EXERCISE DATA below:

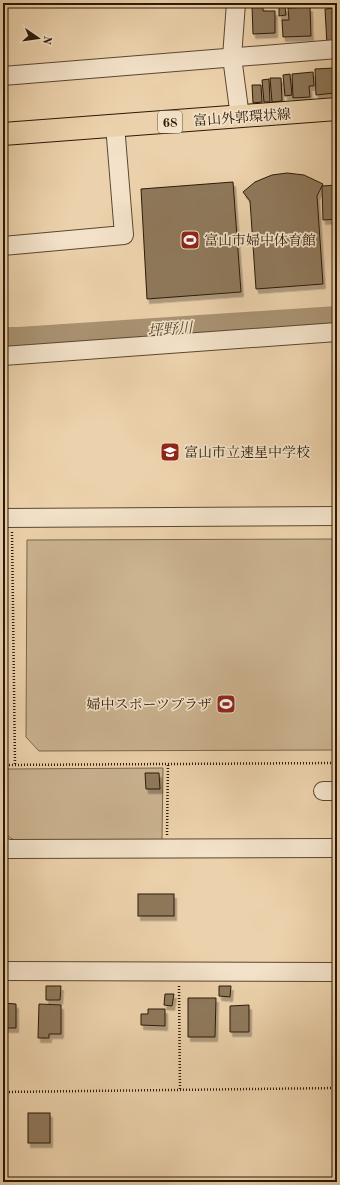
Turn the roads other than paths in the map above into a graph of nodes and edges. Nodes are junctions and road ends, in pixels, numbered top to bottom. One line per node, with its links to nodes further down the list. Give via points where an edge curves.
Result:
1 (236, 3): 3 (street)
2 (337, 49): 3 (street)
3 (232, 57): 4 (street); 6 (street)
4 (3, 76)
5 (337, 109): 6 (main road, 富山外郭環状線 / 68)
6 (240, 117): 7 (main road, 富山外郭環状線 / 68)
7 (115, 125): 8 (main road, 富山外郭環状線 / 68); 9 (street, via 124,235)
8 (3, 134)
9 (3, 246)
10 (337, 332): 11 (street)
11 (3, 356)
12 (337, 516): 13 (street)
13 (8, 525)
14 (3, 846): 15 (street, via 6,849)
15 (337, 848)
16 (3, 971): 17 (street)
17 (337, 972)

End of EXERCISE DATA.

*EXERCISE BRIEF:*
The copy must match every line of the data exactly and contain no pictures.

*ANSWER TO THIS TASK:*
Turn the roads other than paths in the map above into a graph of nodes and edges. Nodes are junctions and road ends, in pixels, numbered top to bottom. One line per node, with its links to nodes further down the list. Give via points where an edge curves.
Result:
1 (236, 3): 3 (street)
2 (337, 49): 3 (street)
3 (232, 57): 4 (street); 6 (street)
4 (3, 76)
5 (337, 109): 6 (main road, 富山外郭環状線 / 68)
6 (240, 117): 7 (main road, 富山外郭環状線 / 68)
7 (115, 125): 8 (main road, 富山外郭環状線 / 68); 9 (street, via 124,235)
8 (3, 134)
9 (3, 246)
10 (337, 332): 11 (street)
11 (3, 356)
12 (337, 516): 13 (street)
13 (8, 525)
14 (3, 846): 15 (street, via 6,849)
15 (337, 848)
16 (3, 971): 17 (street)
17 (337, 972)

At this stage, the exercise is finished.